Dracula has the day off, I was told. I was in Sighisoara — a 12th-century Transylvanian town touted as Dracula's birthplace — where he usually could be seen lying in state in a coffin in his "birth room."
"He had a very busy summer season," the manager at the place explained apologetically.
Somehow, his absence seemed fitting. Ever since I'd landed in Bucharest and headed out to the Transylvanian countryside in search of Bram Stoker's famous count, the guy had remained elusive. No billboards touting "Dracula's hometown," no roadside signs marking "Dracula's Trail." Even my guide and driver were quiet on the subject. Romania, it seems, isn't keen to cash in on their connection to the vampire-obsessed Western world.
No matter, I soon discovered.

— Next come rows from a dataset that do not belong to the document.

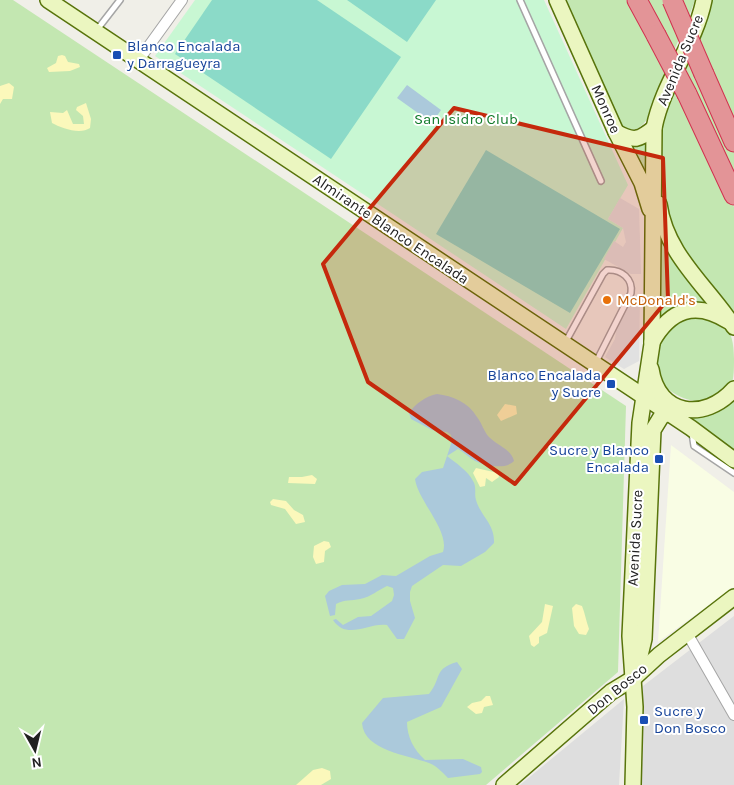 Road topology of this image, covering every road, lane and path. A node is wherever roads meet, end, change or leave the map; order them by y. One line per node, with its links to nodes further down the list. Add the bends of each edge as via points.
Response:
1 (48, 0): 9 (main road, Almirante Blanco Encalada)
2 (120, 0): 9 (lane)
3 (182, 0): 10 (street)
4 (520, 0): 15 (lane)
5 (557, 0): 12 (main road, Monroe)
6 (672, 0): 13 (highway, bridge)
7 (704, 0): 11 (main road, Avenida Sucre, via 698,23 660,104)
8 (637, 1): 16 (highway, bridge, via 687,94)
9 (96, 32): 10 (main road, Almirante Blanco Encalada)
10 (138, 60): 19 (main road, Almirante Blanco Encalada)
11 (654, 128): 12 (main road, via 636,139); 14 (main road, Avenida Sucre)
12 (616, 132): 17 (main road, Monroe, via 642,182)
13 (734, 142)
14 (655, 180): 17 (main road, Avenida Sucre); 18 (main road, Avenida Sucre, via 662,219 677,252)
15 (601, 181)
16 (734, 195)
17 (653, 219): 20 (main road, Avenida Sucre)
18 (733, 325): 20 (main road, via 721,316 699,309 685,311 664,324)
19 (564, 344): 22 (main road, Almirante Blanco Encalada); 22 (lane, via 603,274 607,270 615,270 628,278 632,293)
20 (652, 344): 21 (main road, Avenida Sucre)
21 (650, 363): 24 (main road, Avenida Sucre); 25 (main road, via 655,384)
22 (595, 365): 24 (main road, Almirante Blanco Encalada)
23 (734, 390): 25 (main road, via 710,406)
24 (645, 398): 25 (main road, Almirante Blanco Encalada); 31 (main road, Avenida Sucre, via 640,423 630,636)
25 (670, 408): 26 (main road, Almirante Blanco Encalada); 31 (main road, Avenida Sucre, via 653,430 644,639)
26 (691, 428): 27 (main road, Almirante Blanco Encalada); 28 (lane, via 694,446)
27 (734, 460)
28 (734, 473)
29 (734, 598): 30 (main road, Don Bosco)
30 (687, 634): 31 (main road, Don Bosco); 32 (street)
31 (634, 678): 33 (main road, Don Bosco, via 611,692); 34 (main road, Avenida Sucre)
32 (734, 715)
33 (504, 785)
34 (633, 785)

Dracula's homeland offers much more to see than a vampire.
Irish author Bram Stoker never traveled to Transylvania, but infused his "Dracula" with the legends and lore of the place. In doing so, he painted a foreboding landscape of evening mists, looming shadows, ancient castles and dark forests. But I kept finding its medieval towns charming and its autumn sunlit landscape more conducive to a fairy tale than a horror novel.
Traveling to Transylvania was like visiting the past. A man crossed a road carrying a scythe; another delivered milk, pulling an old-time tin milk container in a wagon. Horse carts dotted the highway. Sunlight turned the mounded haystacks in the fields to gold.
All that charm I would discover after my first evening in Transylvania. That first night, the weather as Stoker's character Harker described it when he first entered the region: "On the dark side of twilight."
Clouds hung low over the countryside and tall trees lined the empty highway, casting long shadows. High within the tree boughs hung huge airy orbs of mistletoe. The mood to me seemed perfect; it was the Transylvania I expected.